Nachteilig ist allerdings die kleine Festplatte von 16GB, die für Windows 7 an sich nicht ausreicht, wenn noch das Android-System installiert ist. Ich habe daher ein neues Windows 7 aufgespielt und Android enfernt, was allerdings bei mir nicht mit der beiliegenden Recovery-Version möglich war, da die immer eine Partionierung für Android und Windows 7 vornimmt, die nachtträglich unter Windows 7 nicht mehr so einfach verändert werden kann.
Mit Windows 7 als einzigem Betriebssystem auf der kleinen Festplatte kann man arbeiten und Windows-Updates wie das SP1 und kleinere Programme installieren. Zur Speicheraufrüstung empfiehlt sich eine 16GB-MicroSD-Karte (am besten formatiert mit NTFS), auf der weitere Programme installiert werden können. So läuft das Tablet bei mir ganz anständig und kann sogar mit angeschlossener Tastatur und Maus als Office-Rechner verwendet werden.
Die Touch-Bedienung von Windows 7 ist nicht so gut wie die von reinen Touch-Betriebssystemen wie iOS auf Apple's iPad oder auf Android-Tablets. Häufig tippt man daneben aufgrund der kleinen Schaltflächen, aber zumindest beim Surfen auf Webseiten kann man gut damit zurecht kommen.

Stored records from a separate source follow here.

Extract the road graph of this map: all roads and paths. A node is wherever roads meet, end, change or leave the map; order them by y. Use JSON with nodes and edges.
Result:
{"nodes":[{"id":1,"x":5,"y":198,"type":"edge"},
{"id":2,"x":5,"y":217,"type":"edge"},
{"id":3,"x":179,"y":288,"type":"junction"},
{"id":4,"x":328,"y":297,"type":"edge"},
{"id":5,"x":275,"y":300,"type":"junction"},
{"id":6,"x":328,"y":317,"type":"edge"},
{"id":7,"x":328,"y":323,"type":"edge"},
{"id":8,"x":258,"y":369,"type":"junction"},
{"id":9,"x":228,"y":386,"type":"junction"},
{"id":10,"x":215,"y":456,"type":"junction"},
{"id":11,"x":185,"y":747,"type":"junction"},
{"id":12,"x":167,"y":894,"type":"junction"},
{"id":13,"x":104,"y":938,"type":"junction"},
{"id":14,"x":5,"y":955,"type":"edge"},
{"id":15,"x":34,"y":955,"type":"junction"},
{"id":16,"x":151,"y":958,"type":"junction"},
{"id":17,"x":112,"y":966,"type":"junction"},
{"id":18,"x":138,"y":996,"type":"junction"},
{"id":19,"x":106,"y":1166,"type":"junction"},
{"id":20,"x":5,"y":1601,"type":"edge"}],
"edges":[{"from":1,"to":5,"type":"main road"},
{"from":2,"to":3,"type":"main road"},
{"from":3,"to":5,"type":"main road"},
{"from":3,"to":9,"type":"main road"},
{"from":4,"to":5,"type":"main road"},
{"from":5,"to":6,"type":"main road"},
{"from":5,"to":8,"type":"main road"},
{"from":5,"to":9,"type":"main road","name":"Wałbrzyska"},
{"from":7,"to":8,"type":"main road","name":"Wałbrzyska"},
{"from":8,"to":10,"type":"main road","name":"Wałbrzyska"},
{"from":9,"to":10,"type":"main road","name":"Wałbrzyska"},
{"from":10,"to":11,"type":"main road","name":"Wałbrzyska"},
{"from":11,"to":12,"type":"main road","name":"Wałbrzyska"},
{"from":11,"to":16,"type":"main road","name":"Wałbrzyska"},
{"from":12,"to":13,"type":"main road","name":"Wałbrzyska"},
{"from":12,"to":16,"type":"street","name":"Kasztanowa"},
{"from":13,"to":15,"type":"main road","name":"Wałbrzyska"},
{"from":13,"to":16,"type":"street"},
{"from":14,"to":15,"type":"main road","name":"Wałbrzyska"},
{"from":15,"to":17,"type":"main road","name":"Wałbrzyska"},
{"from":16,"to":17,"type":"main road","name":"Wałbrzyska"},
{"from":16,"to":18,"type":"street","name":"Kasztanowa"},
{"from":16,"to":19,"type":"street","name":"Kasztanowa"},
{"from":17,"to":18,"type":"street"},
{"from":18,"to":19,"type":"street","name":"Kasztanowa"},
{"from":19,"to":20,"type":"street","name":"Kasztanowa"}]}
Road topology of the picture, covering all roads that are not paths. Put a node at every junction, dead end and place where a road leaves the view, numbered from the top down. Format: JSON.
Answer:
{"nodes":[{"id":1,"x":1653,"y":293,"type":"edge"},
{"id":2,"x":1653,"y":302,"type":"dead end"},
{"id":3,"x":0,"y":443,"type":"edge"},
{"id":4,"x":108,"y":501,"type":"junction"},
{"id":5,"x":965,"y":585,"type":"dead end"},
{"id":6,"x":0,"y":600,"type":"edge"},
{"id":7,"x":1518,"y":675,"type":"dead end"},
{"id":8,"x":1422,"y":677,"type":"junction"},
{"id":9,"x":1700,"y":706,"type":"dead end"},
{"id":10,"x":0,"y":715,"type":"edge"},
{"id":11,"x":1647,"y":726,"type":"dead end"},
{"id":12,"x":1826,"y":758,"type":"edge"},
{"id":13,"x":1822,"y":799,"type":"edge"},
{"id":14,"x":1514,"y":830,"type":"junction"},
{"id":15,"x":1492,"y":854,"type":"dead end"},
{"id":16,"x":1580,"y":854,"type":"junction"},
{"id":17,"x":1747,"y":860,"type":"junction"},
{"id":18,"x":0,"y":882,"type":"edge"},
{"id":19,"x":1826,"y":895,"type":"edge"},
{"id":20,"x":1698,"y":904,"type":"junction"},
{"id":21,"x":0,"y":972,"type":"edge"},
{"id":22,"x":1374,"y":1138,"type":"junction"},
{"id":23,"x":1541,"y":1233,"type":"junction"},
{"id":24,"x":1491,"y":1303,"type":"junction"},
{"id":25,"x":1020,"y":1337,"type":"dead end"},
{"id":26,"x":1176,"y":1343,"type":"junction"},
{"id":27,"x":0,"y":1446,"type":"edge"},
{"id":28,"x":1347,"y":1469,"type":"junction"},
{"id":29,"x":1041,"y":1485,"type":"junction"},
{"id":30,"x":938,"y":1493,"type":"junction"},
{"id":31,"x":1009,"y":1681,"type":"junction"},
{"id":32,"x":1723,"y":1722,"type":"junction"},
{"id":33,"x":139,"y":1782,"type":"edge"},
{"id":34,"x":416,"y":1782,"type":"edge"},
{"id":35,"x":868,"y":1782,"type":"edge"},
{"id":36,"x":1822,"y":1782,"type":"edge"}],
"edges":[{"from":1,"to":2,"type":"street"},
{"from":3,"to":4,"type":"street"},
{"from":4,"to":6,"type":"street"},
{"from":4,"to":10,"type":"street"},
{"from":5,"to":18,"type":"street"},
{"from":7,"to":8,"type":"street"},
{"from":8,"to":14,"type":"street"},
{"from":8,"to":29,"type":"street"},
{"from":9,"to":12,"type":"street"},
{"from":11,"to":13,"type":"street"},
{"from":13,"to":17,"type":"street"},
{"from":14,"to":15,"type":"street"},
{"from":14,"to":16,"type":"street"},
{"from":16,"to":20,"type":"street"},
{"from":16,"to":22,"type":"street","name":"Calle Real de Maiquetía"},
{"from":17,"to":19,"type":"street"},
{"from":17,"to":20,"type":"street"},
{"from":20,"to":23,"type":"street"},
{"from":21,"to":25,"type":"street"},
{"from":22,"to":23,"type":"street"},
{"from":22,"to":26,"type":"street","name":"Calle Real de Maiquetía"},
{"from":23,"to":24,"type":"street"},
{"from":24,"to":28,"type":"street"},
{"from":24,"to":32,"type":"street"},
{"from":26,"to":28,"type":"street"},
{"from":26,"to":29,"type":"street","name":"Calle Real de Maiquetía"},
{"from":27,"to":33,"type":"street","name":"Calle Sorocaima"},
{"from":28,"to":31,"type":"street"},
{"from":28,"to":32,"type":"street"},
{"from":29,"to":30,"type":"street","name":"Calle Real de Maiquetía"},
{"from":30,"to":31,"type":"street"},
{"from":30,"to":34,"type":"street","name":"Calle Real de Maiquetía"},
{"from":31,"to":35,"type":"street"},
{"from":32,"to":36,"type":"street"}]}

Der Touchscreen des Viewpad 10 ist sehr reaktiv und reagiert ohne nennenswerte Verzögerung auf Eingaben, was ich bisher bei Tablets in dieser Preisklasse so nicht erlebt habe.
Das Display kommt zwar nicht an das des IPad heran (geringerer Blickwinkel und geringere Auflösung), ist aber aus meiner Sicht trotzdem ziemlich gut.
Nun zum größten Nachteil des Viewpad 10: die Akkulaufzeit kann einfach nicht mit der aktueller (und teurerer) Tablets mithalten. Unter Windows 7 komme ich auf maximal 5 Stunden, was aber für mich ausreicht. Es liegt an der relativ geringen Akkukapazität und auch an Windows 7, das natürlich nicht so für eine lange Akkulaufzeit wie das IPad optimiert ist.
Im Folgenden liste ich nochmals die wesentlichen Vor- und Nachteile aus meiner Sicht auf:
+ umfangreiche Ausstattung (microSD-Speicherkartenslot, 2 USB-Anschlüsse, miniVGA-Anschluss, VGA-Frontkamera)
+ sehr kompaktes und kleines Netzteil
+ sehr gute und solide Verarbeitung
+ kapazitiver und sehr reaktiver Touchscreen
+ Windows 7 ermöglicht Installation vieler bekannter und häufig genutzter Programme und bietet eine gewohnte Arbeitsumgebung
+ sehr günstiger Preis (Anfang 2012 ca. Euro 340,--)
- kleine 16GB-Festplatte für zwei Betriebssysteme etwas unterdimensioniert
- Akkufaufzeit maximal 5 Stunden, nicht vergleichbar mit IPad
- Display mit engem Blickwinkelbereich und geringerer Auflösung als beim iPad1
Insgesamt kann ich das Tablet dem preisbewussten Anhänger von Windows empfehlen, der beispielsweise einen sehr mobilen Officerechner mit Tablet-Funktionalität sucht.
Übrigens kann man unter android-x86.org Android 3.2 herunterladen (Version für Tegav2) und problemlos installieren. Damit kann man eine relativ aktuelle Android-Version ausprobieren. Es funktioniert aber nicht alles (WLAN ging bei mir problemlos, Bluetooth nicht, Touchscreen funktionierte einwandfrei, einzelne Apps stürzten ab, insgesamt lief es aber sehr flüssig).